Much like this recent case, several other countries including the United States have also reported their own incidents of MERS infection. However, these cases have all been reportedly isolated and appropriately dealt with, limiting chances of secondary infections.

Last month the WHO urged the international community to stay vigilant for MERS symptoms, warning that as the virus became increasingly prevalent in the Arab Peninsula, it was likely to reach other countries through international travel.

Since announcing this first case or MERS infection in Lebanon of Friday, the country's health minister has order that thermal cameras be used to detect possible signs of fever among arriving passengers at Beirut's international airport, according to reports from The Associated Press.

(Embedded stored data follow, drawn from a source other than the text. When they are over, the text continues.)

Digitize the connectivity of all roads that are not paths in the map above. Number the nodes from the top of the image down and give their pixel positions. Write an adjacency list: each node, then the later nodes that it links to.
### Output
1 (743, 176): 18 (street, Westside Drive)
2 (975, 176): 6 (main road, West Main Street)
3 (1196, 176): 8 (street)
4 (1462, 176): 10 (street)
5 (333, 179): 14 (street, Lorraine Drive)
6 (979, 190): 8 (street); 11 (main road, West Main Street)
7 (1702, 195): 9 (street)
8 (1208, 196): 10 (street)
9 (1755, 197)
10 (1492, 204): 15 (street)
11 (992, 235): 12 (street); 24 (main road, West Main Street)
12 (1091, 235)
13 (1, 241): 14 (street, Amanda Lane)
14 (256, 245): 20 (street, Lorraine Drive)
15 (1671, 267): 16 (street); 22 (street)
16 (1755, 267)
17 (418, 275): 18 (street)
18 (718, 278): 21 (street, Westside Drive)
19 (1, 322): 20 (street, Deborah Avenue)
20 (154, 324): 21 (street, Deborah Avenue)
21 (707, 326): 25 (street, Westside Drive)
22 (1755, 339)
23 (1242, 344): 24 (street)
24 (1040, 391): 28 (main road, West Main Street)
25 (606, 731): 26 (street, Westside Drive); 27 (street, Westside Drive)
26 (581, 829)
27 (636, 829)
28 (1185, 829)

The WHO also announced today that it would be holding an emergency meeting to discuss the implications of the spread of the MERS virus next Tuesday. While international concerns about the virus - which currently has no cure or vaccine - remain high, some experts speculate that the WHO will be reassuring the international community that the virus is not a significant threat.

A recent report from WHO investigators in Saudi Arabia argues that the increased rate of infection does not suggest an increase in the transmissibility of the virus, which is reportedly low. In light of this, the WHO has not advised any special screening points - like what has been ordered in Lebanon - nor any limitations to trade or travel.